The territorial disputes that plunge Buenaventura into violence are not only a consequence of the actions of illegal armed actors. It should not be forgotten that in the port of Buenaventura – through which 60% of the merchandise enters and leaves Colombia – there are great economic interests, both from the private and public sectors, to carry out port expansions that have generated urban displacements, forced disappearances and threats to those who defend their territory or represent victims.
One of the projects that began in 2019 is the dredging of the San Antonio estuary. This work – financed with public and private money – aims to achieve a greater depth of the waters of the Bay of Buenaventura to enable the entry of larger ships. The problem is that the San Antonio estuary is one of the largest mass graves in Colombia and relatives of victims of the armed conflict are still searching for the disappeared.
During the most bloody years of the armed conflict in Buenaventura, especially from the 2000s onwards, the San Antonio estuary became a mass grave where bodies of people who disappeared at the hands of paramilitary groups were constantly found. It is believed that in the water graves, “aquafosas” as they are known by the community, there are around 1,000 missing persons.
Numerous social organizations, including PBI acompanied CIJP, Nomadesc and the Nydia Erika Bautista Foundation (FNEB), have opposed the dredging project in the San Antonio estuary so that the Unit for the Search of Disappeared Persons (UBPD) can search for the thousands of missing persons in this water system. At the end of 2020, organisations requested that the JEP grant provisional precautionary measures so that dredging would not continue until a search plan for the missing persons has been established.
Just 20 minutes away from the San Antonio estuary water ponds is the neighborhood of Punta del Este, in Commune 5 of Buenaventura. On April 19, 2005, paramilitaries from the Calima Block of the AUC deceived 11 young people – between 18 and 21 years of age – telling them that they were going to play a soccer game in the town of Dagua, department of Valle, with the promise to pay them the sum of two hundred thousand pesos. The young men were taken one by one from the Punta del Este neighborhood. On the outskirts of the city, the vehicle was diverted from its route towards the San Antonio – Bodegas de Cilano estuary. The 11 youths were forced to get out of the vehicle, tortured, and later killed. The lifeless bodies of the 11 youths were found days later together with another one, still unidentified. CIJP continues to work with the mothers from Punta del Este so that the Truth Commission hears their testimony and their proposal for collective reparation measures.
Faced with the serious situation of violence that has generated fear and massive displacement of the civilian population, initiatives and articulations have emerged such as the “Buenaventura S.O.S.” movement, which aims to make these complaints visible and to stop the violence.

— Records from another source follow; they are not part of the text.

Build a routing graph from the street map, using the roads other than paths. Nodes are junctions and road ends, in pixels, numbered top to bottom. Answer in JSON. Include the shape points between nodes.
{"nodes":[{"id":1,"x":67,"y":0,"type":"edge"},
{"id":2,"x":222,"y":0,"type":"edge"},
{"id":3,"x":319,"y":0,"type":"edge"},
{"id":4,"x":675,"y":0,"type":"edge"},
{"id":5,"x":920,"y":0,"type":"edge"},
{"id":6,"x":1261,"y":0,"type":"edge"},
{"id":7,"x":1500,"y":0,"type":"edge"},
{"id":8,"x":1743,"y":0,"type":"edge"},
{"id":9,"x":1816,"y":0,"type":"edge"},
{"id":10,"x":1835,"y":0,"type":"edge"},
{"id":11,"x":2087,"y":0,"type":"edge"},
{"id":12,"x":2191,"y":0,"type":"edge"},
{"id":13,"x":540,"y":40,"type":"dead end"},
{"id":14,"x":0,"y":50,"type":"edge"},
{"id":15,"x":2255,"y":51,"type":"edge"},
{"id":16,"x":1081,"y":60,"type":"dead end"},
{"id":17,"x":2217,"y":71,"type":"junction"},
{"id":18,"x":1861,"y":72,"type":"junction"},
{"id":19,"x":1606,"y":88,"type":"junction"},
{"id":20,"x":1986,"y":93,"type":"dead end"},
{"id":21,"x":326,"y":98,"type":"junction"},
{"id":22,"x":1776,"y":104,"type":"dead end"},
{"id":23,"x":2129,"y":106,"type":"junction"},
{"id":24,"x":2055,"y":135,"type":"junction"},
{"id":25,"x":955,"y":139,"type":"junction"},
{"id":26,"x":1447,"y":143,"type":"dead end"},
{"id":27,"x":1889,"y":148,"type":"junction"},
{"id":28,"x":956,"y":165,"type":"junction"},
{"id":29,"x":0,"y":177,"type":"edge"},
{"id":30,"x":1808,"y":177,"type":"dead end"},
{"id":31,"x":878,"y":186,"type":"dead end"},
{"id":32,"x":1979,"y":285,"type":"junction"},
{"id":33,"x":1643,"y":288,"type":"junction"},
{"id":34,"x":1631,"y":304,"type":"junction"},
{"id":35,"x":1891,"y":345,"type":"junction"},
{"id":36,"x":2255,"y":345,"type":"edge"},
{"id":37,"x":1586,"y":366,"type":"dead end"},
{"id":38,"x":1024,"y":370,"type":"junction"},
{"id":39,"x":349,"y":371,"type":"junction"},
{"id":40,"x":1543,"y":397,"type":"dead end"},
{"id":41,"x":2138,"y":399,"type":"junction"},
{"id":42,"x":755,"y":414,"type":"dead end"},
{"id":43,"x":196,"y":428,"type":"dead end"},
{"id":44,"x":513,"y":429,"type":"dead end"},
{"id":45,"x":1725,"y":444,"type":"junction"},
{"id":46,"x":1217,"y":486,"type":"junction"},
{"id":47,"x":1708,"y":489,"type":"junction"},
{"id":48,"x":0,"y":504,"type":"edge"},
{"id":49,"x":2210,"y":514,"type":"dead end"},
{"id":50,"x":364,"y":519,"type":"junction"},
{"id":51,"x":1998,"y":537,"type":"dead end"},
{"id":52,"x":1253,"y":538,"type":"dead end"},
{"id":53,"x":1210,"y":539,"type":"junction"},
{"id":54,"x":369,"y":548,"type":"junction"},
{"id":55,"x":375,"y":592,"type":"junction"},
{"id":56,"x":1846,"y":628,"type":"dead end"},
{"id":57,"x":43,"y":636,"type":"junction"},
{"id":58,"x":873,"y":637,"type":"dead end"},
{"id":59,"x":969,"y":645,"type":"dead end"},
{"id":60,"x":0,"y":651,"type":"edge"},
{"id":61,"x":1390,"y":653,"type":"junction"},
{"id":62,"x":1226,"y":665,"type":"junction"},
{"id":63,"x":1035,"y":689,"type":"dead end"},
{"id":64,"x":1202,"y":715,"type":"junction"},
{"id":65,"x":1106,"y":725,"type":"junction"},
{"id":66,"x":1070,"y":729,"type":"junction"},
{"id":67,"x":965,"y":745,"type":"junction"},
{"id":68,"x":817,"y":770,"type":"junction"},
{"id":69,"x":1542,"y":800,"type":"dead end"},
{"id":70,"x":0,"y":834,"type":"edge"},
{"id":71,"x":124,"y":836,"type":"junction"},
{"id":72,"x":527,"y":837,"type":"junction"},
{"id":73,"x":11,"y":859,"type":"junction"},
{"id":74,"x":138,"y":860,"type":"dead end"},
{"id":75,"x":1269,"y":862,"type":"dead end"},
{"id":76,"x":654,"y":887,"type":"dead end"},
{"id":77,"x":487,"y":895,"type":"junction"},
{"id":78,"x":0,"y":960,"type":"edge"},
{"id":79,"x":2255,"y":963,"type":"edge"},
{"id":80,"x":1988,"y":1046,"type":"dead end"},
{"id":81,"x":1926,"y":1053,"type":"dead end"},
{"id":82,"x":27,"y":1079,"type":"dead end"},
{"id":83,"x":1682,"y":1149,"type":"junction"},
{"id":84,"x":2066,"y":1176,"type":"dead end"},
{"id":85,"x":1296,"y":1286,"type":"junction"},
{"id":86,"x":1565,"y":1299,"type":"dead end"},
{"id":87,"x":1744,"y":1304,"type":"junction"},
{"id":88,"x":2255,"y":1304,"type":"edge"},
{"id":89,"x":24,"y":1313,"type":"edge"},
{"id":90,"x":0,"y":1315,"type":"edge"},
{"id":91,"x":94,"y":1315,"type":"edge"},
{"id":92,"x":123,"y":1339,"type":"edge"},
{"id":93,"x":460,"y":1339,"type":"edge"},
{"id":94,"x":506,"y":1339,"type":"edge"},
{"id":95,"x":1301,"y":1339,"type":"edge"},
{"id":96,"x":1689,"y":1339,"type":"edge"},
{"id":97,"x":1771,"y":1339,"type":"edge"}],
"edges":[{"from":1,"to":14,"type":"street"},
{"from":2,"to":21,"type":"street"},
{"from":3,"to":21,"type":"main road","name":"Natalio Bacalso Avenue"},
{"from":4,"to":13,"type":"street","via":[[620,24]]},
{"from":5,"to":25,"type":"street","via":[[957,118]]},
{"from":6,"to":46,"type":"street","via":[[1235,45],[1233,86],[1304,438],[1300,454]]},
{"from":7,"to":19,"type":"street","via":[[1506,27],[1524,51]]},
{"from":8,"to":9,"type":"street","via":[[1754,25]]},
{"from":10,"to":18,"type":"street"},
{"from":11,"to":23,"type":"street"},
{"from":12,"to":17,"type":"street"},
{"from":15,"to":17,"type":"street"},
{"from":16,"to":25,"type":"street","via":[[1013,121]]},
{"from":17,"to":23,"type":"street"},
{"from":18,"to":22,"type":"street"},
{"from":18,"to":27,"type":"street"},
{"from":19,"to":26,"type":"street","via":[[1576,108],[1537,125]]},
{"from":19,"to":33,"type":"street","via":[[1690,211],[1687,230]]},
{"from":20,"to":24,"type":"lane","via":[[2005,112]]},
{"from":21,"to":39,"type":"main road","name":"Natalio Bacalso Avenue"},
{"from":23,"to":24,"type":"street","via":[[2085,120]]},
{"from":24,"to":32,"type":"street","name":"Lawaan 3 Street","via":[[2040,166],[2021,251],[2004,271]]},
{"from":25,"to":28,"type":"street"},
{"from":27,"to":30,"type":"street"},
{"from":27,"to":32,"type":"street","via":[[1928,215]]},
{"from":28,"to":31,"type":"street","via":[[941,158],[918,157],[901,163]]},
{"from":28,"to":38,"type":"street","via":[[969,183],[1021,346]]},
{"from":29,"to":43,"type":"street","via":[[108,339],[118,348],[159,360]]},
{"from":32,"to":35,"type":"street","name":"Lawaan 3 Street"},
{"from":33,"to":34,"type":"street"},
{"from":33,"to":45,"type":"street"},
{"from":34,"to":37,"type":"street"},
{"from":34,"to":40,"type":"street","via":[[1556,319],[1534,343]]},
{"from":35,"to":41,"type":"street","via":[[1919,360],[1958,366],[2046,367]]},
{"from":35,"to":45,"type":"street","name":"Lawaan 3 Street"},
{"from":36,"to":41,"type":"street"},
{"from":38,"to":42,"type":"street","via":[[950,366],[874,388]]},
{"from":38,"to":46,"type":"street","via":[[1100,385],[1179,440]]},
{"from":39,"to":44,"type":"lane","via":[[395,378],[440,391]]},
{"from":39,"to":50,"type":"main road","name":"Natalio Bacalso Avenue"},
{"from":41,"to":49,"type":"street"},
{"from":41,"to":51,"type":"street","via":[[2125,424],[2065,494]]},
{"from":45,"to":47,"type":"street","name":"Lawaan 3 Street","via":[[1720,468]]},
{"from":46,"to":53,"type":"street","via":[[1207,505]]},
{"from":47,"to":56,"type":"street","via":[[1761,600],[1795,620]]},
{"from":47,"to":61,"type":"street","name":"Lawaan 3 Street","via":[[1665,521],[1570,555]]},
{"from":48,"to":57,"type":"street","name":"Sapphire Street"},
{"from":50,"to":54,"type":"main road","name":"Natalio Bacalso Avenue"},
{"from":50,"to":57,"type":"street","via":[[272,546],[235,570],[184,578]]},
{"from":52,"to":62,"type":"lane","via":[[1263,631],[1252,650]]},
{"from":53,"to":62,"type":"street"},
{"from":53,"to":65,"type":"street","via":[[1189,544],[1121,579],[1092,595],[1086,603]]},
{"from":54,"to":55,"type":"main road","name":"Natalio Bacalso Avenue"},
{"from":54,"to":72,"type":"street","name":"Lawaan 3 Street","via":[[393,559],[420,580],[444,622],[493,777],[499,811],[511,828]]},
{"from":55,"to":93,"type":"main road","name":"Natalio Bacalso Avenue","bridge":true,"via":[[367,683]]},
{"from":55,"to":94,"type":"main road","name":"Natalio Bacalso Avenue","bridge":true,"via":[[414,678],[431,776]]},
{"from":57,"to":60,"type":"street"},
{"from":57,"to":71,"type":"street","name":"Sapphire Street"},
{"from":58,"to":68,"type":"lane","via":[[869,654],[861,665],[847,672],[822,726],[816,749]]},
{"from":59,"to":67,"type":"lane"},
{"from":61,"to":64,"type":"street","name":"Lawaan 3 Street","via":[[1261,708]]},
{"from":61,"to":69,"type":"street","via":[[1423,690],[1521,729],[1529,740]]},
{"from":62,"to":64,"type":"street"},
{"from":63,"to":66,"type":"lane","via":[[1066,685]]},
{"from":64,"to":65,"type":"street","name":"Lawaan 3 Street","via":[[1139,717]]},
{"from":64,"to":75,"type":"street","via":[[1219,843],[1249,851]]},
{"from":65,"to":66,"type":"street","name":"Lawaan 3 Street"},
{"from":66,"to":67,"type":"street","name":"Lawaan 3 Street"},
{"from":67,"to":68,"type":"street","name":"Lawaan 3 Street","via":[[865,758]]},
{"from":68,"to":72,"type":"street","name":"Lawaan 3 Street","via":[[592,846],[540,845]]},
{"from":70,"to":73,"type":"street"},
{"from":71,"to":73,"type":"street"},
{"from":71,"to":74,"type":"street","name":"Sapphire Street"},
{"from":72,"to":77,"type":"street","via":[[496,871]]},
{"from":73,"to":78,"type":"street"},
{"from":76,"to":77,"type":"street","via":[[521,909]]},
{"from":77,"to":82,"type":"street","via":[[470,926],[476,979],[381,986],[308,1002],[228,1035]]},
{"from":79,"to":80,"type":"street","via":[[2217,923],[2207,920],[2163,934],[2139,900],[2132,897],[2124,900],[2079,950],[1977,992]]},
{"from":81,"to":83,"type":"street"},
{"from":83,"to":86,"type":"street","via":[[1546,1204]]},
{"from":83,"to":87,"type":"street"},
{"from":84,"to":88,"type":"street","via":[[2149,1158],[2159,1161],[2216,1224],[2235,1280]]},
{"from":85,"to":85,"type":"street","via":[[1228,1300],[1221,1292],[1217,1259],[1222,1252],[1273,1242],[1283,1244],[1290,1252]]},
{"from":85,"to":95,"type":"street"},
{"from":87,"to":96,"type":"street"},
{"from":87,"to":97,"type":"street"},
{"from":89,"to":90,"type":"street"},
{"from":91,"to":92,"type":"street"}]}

On February 10, a human chain for dignity was organized in Buenaventura. Thousands of Buenaventura residents dressed in white and formed a 22 km long chain along the main road of the port city. Protests against the grave situation in Buenaventura and for the dignity of the black people have continued throughout this week.
On February 11, 2021, to the cry of “the people do not give up, dammit”, “no more violence” and “the anti-racist struggle has come to Latin America”, members of social collectives, students, community leaders, and, above all, Afro-Colombian youth, participated in a march in Cali, thus joining the wave of protests that are being organized in Buenaventura, especially the youth. They are not giving up and will continue to protest peacefully until the violence stops.